JAKARTA - Sebagian publik tengah ramai menyoroti sosok Kepala Kantor Imigrasi Jakarta Barat (Jakbar), Ronald Amran Abdullah yang kini terjaring operasi tangkap tangan (OTT) Komisi Pemberantasan Korupsi (KPK), pada Rabu (3/6/2026).
Dalam kasus ini, Amran diduga terlibat skandal pengurusan Kartu Izin Tinggal Tetap (KITAP) dan Kartu Izin Tinggal Terbatas (KITAS) untuk warga negara asing (WNA).
Juru Bicara KPK, Budi Prasetyo merenung, menyita sejumlah barang bukti sejumlah mata uang asing, kendaraan, hingga emas logam mulia.

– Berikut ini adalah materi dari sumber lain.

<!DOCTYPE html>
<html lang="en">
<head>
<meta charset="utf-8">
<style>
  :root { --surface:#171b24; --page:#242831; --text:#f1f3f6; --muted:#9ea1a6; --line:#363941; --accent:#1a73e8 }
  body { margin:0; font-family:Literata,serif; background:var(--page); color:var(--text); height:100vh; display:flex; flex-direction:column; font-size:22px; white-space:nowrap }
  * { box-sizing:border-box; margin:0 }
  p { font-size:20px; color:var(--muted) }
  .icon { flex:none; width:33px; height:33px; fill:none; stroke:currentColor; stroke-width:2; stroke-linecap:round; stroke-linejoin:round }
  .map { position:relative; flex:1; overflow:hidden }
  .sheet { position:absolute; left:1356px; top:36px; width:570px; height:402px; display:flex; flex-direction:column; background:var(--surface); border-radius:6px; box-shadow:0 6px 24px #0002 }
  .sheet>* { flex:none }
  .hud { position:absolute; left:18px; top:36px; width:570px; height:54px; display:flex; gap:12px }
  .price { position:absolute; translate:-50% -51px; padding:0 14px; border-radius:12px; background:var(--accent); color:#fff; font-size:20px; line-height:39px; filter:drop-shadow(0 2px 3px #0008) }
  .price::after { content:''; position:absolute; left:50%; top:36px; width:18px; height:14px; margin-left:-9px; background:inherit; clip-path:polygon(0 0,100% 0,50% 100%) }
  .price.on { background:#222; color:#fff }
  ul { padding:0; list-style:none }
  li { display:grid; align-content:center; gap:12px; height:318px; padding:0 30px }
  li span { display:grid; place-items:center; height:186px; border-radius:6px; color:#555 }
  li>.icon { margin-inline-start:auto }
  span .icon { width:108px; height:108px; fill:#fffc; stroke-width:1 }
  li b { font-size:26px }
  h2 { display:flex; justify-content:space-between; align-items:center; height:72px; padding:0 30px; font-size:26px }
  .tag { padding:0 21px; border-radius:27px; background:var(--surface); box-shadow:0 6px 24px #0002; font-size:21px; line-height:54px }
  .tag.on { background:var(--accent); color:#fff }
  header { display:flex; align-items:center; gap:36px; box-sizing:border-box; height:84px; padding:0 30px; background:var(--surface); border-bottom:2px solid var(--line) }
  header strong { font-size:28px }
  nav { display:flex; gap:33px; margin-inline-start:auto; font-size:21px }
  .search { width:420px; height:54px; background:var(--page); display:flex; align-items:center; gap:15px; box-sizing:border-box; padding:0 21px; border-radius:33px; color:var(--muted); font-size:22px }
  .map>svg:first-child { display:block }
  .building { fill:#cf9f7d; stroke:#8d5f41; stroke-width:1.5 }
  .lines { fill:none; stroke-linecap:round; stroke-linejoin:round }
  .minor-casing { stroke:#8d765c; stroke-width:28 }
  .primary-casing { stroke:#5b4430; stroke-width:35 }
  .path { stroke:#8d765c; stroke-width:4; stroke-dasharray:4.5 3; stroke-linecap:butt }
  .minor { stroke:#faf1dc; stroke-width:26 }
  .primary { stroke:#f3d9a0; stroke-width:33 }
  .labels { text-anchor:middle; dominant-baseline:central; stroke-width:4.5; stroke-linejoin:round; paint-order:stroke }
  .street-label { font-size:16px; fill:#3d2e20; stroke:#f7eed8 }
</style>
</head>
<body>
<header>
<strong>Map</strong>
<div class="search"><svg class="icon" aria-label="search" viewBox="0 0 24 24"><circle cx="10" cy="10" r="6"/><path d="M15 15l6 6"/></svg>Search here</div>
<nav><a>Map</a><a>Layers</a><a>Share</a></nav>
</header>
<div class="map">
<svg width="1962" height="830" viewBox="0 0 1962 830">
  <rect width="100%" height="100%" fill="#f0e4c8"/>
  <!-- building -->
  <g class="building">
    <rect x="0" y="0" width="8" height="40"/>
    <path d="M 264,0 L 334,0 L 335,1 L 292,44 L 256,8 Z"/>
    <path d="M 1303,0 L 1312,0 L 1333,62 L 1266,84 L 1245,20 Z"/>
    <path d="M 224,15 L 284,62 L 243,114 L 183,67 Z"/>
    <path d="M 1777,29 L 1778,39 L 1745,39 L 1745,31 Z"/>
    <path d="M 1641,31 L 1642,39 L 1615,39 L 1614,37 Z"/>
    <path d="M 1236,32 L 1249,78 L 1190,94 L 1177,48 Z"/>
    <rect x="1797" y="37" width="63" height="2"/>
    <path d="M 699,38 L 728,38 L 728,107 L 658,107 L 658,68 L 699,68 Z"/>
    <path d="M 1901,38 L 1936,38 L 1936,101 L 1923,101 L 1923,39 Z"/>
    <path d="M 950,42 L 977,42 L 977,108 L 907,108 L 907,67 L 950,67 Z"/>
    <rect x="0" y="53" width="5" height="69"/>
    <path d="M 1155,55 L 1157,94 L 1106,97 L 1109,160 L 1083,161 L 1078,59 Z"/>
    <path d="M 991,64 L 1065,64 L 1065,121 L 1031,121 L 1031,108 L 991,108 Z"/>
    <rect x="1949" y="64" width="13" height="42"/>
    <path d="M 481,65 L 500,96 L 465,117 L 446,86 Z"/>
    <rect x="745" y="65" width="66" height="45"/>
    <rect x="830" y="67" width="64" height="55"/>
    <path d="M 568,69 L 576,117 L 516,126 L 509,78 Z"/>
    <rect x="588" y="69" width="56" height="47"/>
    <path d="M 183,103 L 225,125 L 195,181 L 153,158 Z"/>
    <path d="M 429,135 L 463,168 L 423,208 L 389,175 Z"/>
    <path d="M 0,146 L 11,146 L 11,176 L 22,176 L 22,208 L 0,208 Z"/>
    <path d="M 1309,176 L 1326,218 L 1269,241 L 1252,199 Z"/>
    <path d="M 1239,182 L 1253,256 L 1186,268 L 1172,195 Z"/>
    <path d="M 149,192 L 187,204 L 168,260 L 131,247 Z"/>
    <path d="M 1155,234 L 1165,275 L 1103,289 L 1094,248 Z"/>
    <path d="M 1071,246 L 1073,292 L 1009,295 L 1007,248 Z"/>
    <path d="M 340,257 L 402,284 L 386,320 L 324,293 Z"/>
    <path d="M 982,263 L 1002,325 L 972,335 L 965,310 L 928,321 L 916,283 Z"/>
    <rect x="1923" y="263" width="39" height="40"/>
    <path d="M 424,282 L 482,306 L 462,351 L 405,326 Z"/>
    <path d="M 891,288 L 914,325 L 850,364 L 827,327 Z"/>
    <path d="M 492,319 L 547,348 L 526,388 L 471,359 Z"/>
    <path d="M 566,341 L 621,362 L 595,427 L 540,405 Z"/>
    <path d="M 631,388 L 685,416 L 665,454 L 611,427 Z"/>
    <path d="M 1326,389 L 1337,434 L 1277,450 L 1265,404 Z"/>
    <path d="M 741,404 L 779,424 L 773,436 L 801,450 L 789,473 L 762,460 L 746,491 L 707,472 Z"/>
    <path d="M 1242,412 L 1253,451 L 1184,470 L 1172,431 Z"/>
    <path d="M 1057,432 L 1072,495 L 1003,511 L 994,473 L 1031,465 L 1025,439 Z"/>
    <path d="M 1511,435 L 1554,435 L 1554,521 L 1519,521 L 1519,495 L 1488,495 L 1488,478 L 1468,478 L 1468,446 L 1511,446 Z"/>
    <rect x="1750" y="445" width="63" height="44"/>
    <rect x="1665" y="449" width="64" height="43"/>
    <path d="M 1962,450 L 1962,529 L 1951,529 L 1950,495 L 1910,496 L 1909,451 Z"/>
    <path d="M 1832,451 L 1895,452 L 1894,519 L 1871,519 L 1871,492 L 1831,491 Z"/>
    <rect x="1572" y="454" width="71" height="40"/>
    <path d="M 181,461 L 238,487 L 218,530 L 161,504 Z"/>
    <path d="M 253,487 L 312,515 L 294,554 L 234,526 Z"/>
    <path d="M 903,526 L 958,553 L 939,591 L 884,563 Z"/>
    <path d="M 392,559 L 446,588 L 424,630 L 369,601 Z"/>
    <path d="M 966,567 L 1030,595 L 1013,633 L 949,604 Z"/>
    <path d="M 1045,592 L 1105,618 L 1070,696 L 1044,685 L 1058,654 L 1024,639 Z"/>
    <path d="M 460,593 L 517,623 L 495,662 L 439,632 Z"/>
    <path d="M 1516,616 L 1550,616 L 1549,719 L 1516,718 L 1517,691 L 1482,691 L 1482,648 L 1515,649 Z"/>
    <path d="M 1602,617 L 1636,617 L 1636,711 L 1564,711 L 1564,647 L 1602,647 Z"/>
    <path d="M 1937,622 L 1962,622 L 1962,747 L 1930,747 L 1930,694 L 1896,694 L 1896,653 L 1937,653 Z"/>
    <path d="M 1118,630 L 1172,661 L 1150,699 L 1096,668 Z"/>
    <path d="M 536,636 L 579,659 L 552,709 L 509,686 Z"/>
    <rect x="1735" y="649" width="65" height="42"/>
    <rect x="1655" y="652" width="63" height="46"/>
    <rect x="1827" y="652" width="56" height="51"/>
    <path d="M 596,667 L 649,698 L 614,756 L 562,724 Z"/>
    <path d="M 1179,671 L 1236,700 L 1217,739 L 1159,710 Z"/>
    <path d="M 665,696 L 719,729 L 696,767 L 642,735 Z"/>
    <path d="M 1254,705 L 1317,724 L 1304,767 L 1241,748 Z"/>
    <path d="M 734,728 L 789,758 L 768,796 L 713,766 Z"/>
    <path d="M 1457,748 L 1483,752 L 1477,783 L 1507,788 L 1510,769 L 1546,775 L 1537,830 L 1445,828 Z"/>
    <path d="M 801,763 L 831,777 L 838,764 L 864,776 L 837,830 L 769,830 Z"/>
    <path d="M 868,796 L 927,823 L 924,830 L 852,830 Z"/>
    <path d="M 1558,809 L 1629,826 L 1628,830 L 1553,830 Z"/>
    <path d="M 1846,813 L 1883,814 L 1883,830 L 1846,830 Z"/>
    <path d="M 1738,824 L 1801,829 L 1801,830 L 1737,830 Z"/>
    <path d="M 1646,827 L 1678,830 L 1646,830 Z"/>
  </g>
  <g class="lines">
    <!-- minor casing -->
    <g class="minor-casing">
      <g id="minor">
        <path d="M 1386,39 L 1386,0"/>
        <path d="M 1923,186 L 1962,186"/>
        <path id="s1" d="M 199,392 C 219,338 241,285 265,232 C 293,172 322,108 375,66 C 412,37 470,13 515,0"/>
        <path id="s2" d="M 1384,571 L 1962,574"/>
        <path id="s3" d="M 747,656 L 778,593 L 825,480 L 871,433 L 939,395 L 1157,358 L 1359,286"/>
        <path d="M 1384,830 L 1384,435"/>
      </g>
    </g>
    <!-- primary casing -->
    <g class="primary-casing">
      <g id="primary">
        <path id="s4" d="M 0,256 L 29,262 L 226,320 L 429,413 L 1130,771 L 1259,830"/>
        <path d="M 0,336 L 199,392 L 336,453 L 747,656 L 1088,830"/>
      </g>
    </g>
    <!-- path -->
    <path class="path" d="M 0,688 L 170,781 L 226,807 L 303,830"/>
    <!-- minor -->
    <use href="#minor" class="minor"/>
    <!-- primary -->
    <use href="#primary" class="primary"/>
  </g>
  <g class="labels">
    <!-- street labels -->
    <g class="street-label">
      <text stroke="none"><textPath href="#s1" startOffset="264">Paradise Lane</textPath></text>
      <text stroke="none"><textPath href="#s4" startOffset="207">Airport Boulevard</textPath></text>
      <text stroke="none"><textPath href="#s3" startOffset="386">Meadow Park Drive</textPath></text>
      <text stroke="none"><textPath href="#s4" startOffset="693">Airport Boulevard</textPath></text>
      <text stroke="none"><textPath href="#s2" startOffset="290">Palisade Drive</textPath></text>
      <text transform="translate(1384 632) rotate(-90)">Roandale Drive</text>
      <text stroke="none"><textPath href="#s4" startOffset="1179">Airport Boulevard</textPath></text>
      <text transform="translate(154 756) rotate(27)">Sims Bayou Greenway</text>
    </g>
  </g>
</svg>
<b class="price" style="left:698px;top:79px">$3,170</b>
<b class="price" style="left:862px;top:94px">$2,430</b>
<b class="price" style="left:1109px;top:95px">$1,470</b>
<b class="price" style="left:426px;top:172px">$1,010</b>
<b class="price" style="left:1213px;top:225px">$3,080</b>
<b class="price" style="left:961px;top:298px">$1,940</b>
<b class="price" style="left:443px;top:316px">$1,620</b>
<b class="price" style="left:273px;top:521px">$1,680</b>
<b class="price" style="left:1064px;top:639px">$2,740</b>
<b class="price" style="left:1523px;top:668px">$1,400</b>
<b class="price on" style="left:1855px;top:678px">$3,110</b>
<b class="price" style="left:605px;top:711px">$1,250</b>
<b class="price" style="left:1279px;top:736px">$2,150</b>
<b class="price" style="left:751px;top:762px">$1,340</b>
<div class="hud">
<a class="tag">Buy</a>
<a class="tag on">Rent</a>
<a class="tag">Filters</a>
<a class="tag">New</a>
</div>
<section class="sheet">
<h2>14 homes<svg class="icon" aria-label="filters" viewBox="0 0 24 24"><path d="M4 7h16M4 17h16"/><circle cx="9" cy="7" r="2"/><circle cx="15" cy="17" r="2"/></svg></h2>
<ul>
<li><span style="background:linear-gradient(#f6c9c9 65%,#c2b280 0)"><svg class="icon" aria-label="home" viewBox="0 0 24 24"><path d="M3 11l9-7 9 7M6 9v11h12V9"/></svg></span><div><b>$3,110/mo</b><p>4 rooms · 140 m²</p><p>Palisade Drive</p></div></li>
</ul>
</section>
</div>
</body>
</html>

Barang bukti yang diamankan ada kendaraan mobil, motor, kata Budi dalam keterangannya di Gedung Merah Putih KPK, Jakarta, pada Rabu, 3 Juni 2026.
"Dan juga barang bukti dalam bentuk uang tunai, valas. Ada USD dan SGD, ada dalam bentuk logam mulia emas," sambungnya.
Lalu, bagaimana sebenarnya proses pengusutan kasus pengurusan KITAP-KITAS di lingkungan Imigrasi Jakarta oleh KPK sejauh ini? Berikut ulasannya.
Belasan Orang Diamankan KPK
Selain di Jakbar, KPK juga sempat menggelar OTT di Jawa Barat (Jabar) dan Bali. Juru Bicara KPK memastikan, dalam OTT tersebut, ada belasan orang lagi yang juga diamankan KPK, selain Ronald Amran.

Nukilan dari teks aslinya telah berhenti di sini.